WORK typically occupies forty to fifty hours of our week.  Often we spend so much time at work, we feel like work is our second home.  How our work satisfaction and we work is influenced by many factors.  Some of these factors are within our control; others are outside of our control.  When we choose to exercise creative strategies in handling and addressing these issues, we can make a significant difference in our everyday workday experience.  Some common workplace issues may include:

-Friction with co-workers
-Lack of motivation
-Trouble concentrating
-Lack of meaning and purpose in your career
-Unexpected pressure to change career
-Career change challenges
-Fantasy that one can work in one career all of their lives
-Problems with Boss
-Problems with upper level management personnel
-Family or medical issues that interfere with job performance

Resolving our career issues help us find meaning and purpose in our work as well as making our work enjoyable.  Contentment with work can assist us to be more available to others who are important to us including ourselves.

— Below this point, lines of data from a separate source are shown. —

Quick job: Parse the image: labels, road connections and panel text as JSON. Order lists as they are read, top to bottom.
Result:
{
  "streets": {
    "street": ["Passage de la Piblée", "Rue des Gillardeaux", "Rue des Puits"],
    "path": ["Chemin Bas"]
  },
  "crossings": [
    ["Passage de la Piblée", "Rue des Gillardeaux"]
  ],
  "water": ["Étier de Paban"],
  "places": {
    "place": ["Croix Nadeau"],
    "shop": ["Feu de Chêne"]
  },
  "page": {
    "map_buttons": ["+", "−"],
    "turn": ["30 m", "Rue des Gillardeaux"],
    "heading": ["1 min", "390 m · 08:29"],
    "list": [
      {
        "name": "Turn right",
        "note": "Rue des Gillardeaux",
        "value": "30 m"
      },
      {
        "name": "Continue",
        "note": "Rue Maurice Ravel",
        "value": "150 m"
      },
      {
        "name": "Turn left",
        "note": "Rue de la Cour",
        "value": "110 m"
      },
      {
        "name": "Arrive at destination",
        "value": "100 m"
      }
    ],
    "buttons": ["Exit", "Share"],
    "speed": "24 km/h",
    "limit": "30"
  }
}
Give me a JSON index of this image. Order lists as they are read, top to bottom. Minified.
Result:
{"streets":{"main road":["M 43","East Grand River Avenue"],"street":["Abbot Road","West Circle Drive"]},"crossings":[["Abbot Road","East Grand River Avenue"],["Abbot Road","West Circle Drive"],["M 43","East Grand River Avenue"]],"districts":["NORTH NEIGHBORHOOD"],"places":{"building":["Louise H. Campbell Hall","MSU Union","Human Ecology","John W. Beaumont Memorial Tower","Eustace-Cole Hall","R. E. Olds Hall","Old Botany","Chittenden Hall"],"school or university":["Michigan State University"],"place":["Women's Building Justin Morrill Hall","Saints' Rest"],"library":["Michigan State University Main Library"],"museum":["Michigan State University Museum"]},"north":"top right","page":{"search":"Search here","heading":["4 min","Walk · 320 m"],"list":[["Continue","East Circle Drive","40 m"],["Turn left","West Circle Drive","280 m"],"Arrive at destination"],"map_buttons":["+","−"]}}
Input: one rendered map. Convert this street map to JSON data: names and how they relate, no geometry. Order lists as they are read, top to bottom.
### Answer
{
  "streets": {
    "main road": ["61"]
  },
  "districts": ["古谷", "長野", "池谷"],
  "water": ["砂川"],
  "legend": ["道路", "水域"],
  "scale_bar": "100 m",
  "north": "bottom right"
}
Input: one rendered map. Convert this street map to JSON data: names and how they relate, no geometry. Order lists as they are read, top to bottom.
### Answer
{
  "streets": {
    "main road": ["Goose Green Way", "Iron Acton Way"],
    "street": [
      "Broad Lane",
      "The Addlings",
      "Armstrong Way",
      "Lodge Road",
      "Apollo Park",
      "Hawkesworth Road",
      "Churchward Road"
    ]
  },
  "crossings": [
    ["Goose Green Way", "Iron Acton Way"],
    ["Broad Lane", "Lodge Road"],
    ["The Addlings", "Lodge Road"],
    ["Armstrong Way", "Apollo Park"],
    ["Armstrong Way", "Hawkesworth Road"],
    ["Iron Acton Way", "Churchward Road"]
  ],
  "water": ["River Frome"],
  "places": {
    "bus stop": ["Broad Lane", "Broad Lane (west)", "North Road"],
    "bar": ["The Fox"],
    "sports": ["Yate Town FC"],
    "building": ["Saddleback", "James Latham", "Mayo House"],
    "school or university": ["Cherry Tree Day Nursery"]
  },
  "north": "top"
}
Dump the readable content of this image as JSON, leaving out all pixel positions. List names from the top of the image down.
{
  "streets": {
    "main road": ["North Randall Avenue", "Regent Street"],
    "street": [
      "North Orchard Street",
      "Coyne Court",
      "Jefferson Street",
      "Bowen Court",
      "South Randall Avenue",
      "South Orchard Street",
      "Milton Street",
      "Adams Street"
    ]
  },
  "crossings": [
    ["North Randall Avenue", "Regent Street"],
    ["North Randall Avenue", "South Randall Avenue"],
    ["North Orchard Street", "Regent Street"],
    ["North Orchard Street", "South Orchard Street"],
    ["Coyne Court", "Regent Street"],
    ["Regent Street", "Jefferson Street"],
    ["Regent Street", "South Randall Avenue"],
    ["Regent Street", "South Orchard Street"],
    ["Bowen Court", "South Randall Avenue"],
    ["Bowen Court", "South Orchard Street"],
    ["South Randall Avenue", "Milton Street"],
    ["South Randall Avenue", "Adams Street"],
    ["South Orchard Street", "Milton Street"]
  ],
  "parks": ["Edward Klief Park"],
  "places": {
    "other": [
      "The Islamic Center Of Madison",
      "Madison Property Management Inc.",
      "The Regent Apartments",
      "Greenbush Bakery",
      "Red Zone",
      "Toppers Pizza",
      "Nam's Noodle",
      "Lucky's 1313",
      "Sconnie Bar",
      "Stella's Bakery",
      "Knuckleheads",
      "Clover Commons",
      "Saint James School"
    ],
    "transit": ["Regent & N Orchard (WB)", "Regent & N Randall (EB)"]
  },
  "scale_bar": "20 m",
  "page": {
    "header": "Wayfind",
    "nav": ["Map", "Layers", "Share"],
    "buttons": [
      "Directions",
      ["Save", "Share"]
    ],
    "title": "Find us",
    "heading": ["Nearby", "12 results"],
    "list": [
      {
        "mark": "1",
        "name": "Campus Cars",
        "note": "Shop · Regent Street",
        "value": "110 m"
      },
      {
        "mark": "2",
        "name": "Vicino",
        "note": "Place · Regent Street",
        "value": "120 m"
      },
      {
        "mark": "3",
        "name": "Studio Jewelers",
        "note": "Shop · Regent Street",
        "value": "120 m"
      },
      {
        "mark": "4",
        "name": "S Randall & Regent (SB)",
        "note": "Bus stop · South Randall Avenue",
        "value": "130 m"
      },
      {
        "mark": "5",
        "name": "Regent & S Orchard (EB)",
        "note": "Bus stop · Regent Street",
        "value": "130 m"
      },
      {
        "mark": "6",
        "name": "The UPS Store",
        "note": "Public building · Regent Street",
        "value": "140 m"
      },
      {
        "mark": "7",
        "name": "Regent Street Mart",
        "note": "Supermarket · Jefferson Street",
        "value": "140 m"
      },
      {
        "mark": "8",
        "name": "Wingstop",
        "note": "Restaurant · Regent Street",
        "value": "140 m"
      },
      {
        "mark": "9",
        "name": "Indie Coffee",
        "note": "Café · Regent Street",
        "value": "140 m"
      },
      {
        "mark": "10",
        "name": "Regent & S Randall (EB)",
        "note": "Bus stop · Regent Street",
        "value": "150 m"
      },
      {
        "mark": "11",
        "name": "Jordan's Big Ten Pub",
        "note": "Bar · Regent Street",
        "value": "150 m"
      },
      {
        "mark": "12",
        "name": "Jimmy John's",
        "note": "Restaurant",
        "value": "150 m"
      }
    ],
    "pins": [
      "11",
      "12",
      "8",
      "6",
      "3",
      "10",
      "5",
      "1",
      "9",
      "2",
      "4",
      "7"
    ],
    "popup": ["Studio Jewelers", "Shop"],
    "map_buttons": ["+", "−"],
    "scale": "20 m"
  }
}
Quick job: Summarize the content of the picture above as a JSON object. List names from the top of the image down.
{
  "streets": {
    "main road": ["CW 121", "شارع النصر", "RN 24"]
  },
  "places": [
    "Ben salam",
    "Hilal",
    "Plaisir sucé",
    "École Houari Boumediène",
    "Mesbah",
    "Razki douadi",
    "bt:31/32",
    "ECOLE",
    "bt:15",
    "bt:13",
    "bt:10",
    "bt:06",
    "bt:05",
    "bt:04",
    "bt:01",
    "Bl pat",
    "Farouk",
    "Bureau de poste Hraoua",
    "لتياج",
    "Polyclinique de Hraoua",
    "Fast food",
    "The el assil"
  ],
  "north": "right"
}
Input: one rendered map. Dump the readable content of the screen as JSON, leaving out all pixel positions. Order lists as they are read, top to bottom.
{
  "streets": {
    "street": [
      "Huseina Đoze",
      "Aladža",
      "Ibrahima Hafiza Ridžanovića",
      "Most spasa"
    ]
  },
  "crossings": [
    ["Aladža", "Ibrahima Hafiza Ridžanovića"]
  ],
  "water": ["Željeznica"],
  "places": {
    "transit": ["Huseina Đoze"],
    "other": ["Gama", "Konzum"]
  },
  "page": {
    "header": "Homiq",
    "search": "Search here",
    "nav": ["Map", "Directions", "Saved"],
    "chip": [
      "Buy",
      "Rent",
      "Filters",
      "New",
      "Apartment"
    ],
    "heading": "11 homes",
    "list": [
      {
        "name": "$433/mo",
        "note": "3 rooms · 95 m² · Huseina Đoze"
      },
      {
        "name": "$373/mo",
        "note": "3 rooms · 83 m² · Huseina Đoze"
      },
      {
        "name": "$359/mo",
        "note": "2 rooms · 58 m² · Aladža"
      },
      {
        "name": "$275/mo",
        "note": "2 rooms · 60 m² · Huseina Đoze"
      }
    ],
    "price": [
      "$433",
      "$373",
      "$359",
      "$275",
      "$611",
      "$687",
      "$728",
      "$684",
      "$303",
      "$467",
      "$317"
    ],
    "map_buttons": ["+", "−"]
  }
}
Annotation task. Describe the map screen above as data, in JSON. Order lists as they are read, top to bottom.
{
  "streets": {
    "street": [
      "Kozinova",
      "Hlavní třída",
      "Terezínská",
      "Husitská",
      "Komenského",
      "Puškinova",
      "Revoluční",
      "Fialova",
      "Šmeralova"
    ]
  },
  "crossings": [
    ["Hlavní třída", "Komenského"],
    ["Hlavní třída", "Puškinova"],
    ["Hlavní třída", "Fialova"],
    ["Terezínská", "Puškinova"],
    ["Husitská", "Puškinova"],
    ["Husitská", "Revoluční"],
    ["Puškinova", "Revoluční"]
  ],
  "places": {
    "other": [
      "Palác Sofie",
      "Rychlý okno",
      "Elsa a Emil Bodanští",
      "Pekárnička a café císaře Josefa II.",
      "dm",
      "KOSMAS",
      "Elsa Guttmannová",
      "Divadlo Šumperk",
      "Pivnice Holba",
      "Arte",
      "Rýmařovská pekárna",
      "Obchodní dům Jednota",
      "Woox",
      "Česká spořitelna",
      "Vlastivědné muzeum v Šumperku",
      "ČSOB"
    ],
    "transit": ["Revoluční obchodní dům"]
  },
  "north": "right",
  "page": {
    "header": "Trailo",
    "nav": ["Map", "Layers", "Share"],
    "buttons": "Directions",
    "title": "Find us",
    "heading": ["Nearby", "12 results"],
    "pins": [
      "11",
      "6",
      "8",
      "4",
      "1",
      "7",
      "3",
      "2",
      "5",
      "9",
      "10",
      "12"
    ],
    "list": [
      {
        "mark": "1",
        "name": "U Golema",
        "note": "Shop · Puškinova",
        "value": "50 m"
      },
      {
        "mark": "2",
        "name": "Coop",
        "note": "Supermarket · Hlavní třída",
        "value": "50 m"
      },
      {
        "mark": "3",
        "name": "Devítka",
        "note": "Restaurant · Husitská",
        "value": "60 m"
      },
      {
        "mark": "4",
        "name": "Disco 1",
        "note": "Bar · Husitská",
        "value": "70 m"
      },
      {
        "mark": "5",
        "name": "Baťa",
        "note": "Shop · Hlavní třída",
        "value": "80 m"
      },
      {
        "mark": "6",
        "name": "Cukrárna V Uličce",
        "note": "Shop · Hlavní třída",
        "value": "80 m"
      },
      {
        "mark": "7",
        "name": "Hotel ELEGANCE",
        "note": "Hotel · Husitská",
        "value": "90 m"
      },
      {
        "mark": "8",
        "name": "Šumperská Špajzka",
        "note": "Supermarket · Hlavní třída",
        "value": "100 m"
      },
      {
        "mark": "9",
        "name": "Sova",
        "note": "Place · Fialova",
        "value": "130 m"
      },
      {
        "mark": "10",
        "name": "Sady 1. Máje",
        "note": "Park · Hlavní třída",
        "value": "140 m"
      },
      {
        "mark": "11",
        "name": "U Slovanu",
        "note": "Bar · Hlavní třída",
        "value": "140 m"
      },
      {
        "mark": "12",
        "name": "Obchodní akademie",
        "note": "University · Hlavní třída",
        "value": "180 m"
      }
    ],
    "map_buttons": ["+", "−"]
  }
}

SELF-ESTEEM mental health care professionals, motivational speakers and others emphasize the importance of having good self-esteem.  To weather life trials and stress it certainly is good to have a lot of this characteristic that many have discussed.  What is self-esteem?  This simple question is at best hard to answer.  One can consider self-esteem to be the evaluations one has for oneself.  It also has elements of self-worth and level of self-respect.

Your self-esteem, how you feel about yourself is related but different to your self-image.  Your self-image is your internal view of yourself.  It is often impacted by external norms and standards.  Self-esteem operates on a deeper level.  It may be thought of foundation of your personality.  As the foundation of your personality, it can exert a powerful influence on your daily functioning and feelings of well-being.  If you make positive changes in your foundational self-esteem, you are empowered to make significant improvements in your life.

One of the objectives of therapy is to assist you in examining the reasons for impairments in your self-esteem.  If needed, you will also receive assistance toward striving and identifying approaches to increase it, thereby promoting healing and repair.  An ultimate goal of therapy for self-esteem issues is for you to gain greater internal satisfaction and strength.